Padahal, keduanya bisa berjalan berdampingan. Tak harus memilih antara rumah dan mimpi, antara anak dan cita-cita. Kita hanya perlu mengubah cara pandang: bahwa berkarya tidak selalu berarti harus keluar rumah, dan menjadi ibu rumah tangga bukan berarti berhenti bertumbuh.
Uang bukan satu-satunya sumber rasa cukup. Rasa cukup itu lahir ketika kita bisa menghargai setiap hal kecil yang kita lakukan dengan cinta. Baik itu mengasuh anak, menyiapkan makan malam, maupun menulis artikel sederhana di sela waktu. Semua itu adalah bentuk rezeki juga. Rezeki berupa kesempatan untuk memberi, untuk belajar, dan untuk mengenali diri sendiri lebih dalam.
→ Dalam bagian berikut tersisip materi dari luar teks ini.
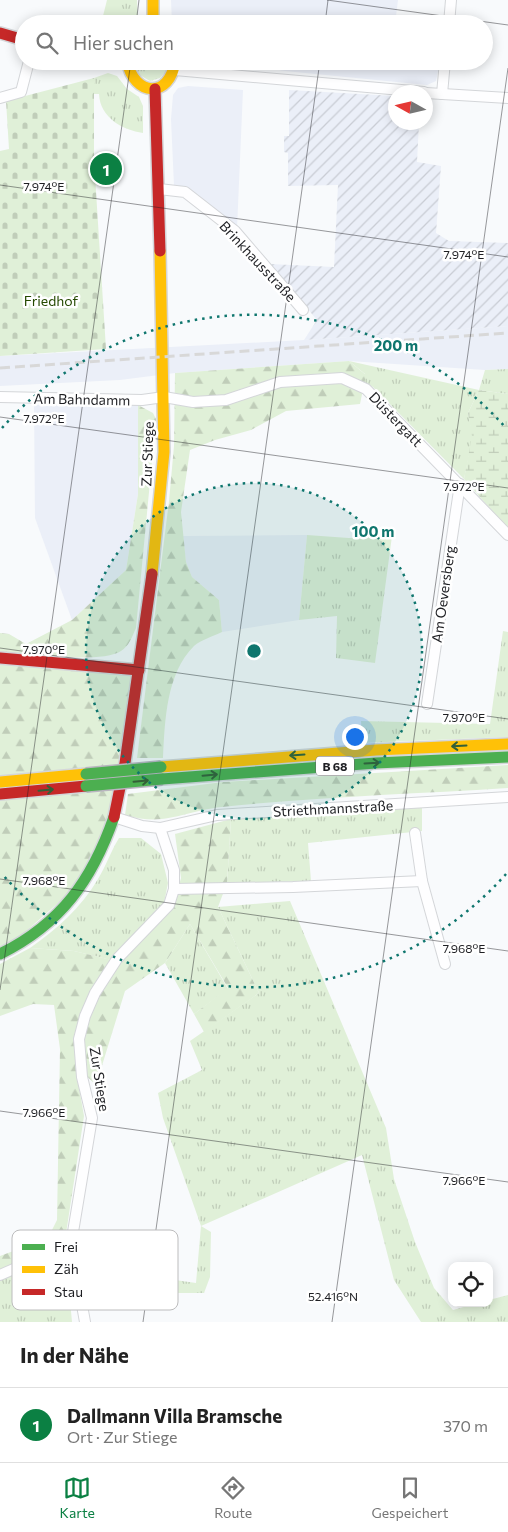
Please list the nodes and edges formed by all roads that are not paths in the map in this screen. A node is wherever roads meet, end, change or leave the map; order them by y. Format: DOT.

Kini, setiap kali suamiku mengirimkan uang belanja, aku tidak lagi melihatnya sebagai simbol ketergantungan. Aku melihatnya sebagai bentuk tanggung jawab dan kasih sayang. Aku pun berusaha menyeimbangkannya dengan berkarya dari rumah. Bukan untuk bersaing dengannya, tapi untuk saling melengkapi. Karena pada akhirnya, rezeki bukan tentang siapa yang memberi atau menerima, tapi tentang bagaimana kita mensyukurinya dan mengelolanya dengan hati yang lapang. Rezeki bukan hanya tentang uang yang masuk ke rekening, tapi juga sesuatu yang menumbuhkan kesadaran bahwa aku berharga, meski tak selalu berpenghasilan besar.